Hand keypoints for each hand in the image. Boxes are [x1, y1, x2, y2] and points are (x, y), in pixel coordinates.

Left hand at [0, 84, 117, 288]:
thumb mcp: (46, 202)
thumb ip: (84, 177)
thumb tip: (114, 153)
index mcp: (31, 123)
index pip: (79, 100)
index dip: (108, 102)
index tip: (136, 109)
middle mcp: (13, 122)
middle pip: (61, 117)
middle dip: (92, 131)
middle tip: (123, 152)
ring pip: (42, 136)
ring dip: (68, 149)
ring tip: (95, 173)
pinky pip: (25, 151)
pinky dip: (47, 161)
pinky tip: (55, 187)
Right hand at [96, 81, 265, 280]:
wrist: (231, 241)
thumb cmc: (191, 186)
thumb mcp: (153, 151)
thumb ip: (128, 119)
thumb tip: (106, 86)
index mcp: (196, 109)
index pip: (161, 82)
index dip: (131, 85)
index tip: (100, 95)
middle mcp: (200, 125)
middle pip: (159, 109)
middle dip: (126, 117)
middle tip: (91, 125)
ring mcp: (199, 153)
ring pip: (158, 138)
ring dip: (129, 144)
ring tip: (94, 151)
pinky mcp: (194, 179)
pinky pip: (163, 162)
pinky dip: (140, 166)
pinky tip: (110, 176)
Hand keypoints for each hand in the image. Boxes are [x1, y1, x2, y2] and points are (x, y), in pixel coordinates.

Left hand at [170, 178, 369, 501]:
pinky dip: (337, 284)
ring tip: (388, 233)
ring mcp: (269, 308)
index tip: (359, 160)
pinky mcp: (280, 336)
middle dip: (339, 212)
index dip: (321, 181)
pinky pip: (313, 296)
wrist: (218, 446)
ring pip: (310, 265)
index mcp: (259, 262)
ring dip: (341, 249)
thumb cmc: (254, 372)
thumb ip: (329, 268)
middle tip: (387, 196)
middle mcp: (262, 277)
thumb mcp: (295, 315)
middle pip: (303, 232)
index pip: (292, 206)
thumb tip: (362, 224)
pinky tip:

## [YOUR TASK]
Pull out every line of the records that includes the string "pinky".

## [SOLUTION TO THIS PROBLEM]
pinky pip: (25, 151)
pinky dip: (47, 161)
pinky tip: (55, 187)
pinky mcp: (194, 179)
pinky pip: (163, 162)
pinky dip: (140, 166)
pinky tip: (110, 176)
pinky dip: (337, 284)
pinky mcp: (280, 336)
pinky pip: (313, 296)
pinky tip:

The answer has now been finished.